(Extracted entries Opens)

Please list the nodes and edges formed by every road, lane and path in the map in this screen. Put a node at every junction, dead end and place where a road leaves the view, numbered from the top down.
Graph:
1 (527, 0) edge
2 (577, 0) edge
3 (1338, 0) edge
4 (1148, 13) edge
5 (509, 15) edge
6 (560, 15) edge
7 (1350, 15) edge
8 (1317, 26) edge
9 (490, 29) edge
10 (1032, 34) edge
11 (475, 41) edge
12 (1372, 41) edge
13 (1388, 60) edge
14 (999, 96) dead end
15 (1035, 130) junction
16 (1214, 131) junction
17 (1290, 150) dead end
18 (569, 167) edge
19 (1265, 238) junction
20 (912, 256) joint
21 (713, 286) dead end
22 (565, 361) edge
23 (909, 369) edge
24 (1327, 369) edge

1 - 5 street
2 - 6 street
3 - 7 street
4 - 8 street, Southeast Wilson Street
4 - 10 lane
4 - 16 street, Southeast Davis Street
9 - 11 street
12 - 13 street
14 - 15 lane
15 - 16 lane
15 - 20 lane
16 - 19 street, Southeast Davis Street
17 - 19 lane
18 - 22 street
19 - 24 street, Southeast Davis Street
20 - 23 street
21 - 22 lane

(Extracted entries Closes)

Output every line of the listing exactly as written.

Please list the nodes and edges formed by every road, lane and path in the map in this screen. Put a node at every junction, dead end and place where a road leaves the view, numbered from the top down.
Graph:
1 (527, 0) edge
2 (577, 0) edge
3 (1338, 0) edge
4 (1148, 13) edge
5 (509, 15) edge
6 (560, 15) edge
7 (1350, 15) edge
8 (1317, 26) edge
9 (490, 29) edge
10 (1032, 34) edge
11 (475, 41) edge
12 (1372, 41) edge
13 (1388, 60) edge
14 (999, 96) dead end
15 (1035, 130) junction
16 (1214, 131) junction
17 (1290, 150) dead end
18 (569, 167) edge
19 (1265, 238) junction
20 (912, 256) joint
21 (713, 286) dead end
22 (565, 361) edge
23 (909, 369) edge
24 (1327, 369) edge

1 - 5 street
2 - 6 street
3 - 7 street
4 - 8 street, Southeast Wilson Street
4 - 10 lane
4 - 16 street, Southeast Davis Street
9 - 11 street
12 - 13 street
14 - 15 lane
15 - 16 lane
15 - 20 lane
16 - 19 street, Southeast Davis Street
17 - 19 lane
18 - 22 street
19 - 24 street, Southeast Davis Street
20 - 23 street
21 - 22 lane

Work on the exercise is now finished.